Development and Role in Therapy of Canakinumab in Adult-Onset Still's Disease

Abstract

Adult-onset Still's disease (AOSD) is a rare inflammatory disease of unknown etiology typically characterized by episodes of spiking fever, evanescent rash, arthralgia, leukocytosis, and hyperferritinemia. The pivotal role of interleukin (IL)-1 and other pro-inflammatory cytokines gives rise to the development of new targeted therapies. Currently, AOSD patients can benefit from efficient and well tolerated biologic agents, such as IL-1, IL-6, and tumour necrosis factor (TNF)-α antagonists. Canakinumab, a human monoclonal anti-IL-1β antibody, is indicated for the treatment of different autoinflammatory syndromes in adults, adolescents, and children and it has recently been approved for AOSD treatment. In this article, we summarize the structural and biochemical data describing the molecular interactions between Canakinumab and its target antigen. Some special considerations of the pharmacological properties of Canakinumab are included. We also review the safety, efficacy and tolerability of this drug for the treatment of AOSD.

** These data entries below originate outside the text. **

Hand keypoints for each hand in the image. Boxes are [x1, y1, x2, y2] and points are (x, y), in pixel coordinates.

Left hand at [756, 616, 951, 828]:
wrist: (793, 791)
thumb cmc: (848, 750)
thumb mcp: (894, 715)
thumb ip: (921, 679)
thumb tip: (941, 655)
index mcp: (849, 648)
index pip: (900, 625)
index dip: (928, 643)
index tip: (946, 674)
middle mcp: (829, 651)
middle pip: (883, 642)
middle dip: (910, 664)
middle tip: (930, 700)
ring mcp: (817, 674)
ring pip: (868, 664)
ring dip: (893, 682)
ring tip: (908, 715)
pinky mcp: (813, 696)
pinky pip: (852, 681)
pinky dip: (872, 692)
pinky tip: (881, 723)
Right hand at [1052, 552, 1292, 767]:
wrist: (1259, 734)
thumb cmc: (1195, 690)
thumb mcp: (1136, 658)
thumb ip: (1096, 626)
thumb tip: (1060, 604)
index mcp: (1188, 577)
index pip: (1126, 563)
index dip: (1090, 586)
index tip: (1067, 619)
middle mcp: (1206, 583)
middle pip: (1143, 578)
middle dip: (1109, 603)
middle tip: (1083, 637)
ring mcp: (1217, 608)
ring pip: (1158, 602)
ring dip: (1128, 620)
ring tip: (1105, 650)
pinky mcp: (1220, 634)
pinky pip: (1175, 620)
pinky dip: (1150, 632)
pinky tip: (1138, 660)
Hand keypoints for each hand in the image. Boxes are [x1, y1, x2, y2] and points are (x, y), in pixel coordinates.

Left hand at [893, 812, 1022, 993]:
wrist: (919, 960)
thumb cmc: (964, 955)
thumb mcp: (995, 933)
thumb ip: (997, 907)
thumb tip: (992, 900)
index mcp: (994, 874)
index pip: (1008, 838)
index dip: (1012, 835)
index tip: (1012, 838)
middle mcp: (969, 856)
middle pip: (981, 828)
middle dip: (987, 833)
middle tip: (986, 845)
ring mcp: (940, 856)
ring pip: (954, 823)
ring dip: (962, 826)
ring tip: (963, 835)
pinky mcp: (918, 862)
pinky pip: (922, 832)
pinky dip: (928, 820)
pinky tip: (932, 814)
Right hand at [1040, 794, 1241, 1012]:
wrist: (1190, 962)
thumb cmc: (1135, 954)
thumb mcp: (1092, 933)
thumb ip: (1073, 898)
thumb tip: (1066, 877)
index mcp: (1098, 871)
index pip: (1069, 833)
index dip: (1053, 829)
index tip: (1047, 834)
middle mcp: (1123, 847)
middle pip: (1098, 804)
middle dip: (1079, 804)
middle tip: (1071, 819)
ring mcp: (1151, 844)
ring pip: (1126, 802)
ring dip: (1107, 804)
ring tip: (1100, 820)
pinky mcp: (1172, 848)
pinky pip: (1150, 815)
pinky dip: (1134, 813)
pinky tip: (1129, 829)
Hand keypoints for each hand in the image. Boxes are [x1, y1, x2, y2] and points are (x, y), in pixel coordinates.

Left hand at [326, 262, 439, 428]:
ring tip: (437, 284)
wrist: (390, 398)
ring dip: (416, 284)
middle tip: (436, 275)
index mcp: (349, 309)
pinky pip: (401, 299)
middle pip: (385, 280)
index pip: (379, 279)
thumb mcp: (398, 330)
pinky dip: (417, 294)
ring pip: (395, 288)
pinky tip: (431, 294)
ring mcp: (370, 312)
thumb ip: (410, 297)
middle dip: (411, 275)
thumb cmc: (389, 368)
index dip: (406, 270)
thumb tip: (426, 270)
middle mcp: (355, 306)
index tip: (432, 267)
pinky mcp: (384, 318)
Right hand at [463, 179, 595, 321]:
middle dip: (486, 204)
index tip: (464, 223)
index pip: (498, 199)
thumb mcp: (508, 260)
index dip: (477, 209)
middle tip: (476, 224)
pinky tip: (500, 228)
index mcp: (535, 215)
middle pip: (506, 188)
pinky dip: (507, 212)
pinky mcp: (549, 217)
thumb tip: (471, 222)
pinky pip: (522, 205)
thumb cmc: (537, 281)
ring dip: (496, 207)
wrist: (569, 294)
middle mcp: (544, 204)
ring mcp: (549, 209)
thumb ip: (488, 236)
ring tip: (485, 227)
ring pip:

Keywords: Adult-onset Still’s disease; Canakinumab; Interleukin-1 beta; drug development; therapy.

FIGURE 1

Mode of action of IL-1 and its inhibitors. (A) The IL-1 inhibitors (anakinra, rilonacept, and canakinumab). Anakinra (on the left) competes with free IL-1β for the binding with IL-1RI but not with the adaptor protein, thus preventing signal transduction. Rilonacept (in the middle) and Canakinumab (on the right) bind to circulating IL-1β. (B) Binding of IL-1β to the IL-1 receptor type I (IL-1RI) heterodimer complex results in signal transduction. IL-1β binds to the membrane-bound IL-1RI to form a complex with the IL-1 receptor accessory protein (IL-1RAcP). This complex recruits the IL-1RI-associated kinase (IRAK), leading to signal transduction and gene activation.

FIGURE 2

(A) Steric complementarity between Canakinumab and IL-1β. Canakinumab (gray) binding to IL-1β (blues) largely obeys a lock-and-key type mechanism, with contributions by all CDRs and without any large structural changes of the paratope. (B,C) Hydrophobic potential of Canakinumab’s Fab heavy and light chain. The surfaces are colored according to amino acid hydrophobicity. The hydrophobic residues (larger positive values of hydrophobicity) are maroon, while the hydrophilic residues (negative values of hydrophobicity) are cyan. The binding interface is remarkably flat, extensively hydrated, and very large. The IL-1β epitope does not include any aromatic or bulky hydrophobic residues. (2 B) surface epitope; (2 C) surface paratope. (D) All kind of interactions (polar and no polar, favorable) between Canakinumab and IL-1β. The paratope residues that stand out in terms of number of intermolecular contacts to IL-1β are colored in yellow: Arginine (Arg) H101, Tryptophan (Trp) H52, Tyrosine (Tyr) H53, Tyr H32 and Tyr L50. Arg H101 of the H-CDR3 loop plays an important role by forming strong electrostatic interactions with the epitope residue Glutamic acid (Glu) 64 (orange). Lysine (Lys) 27 (green) forms salt-bridge interactions.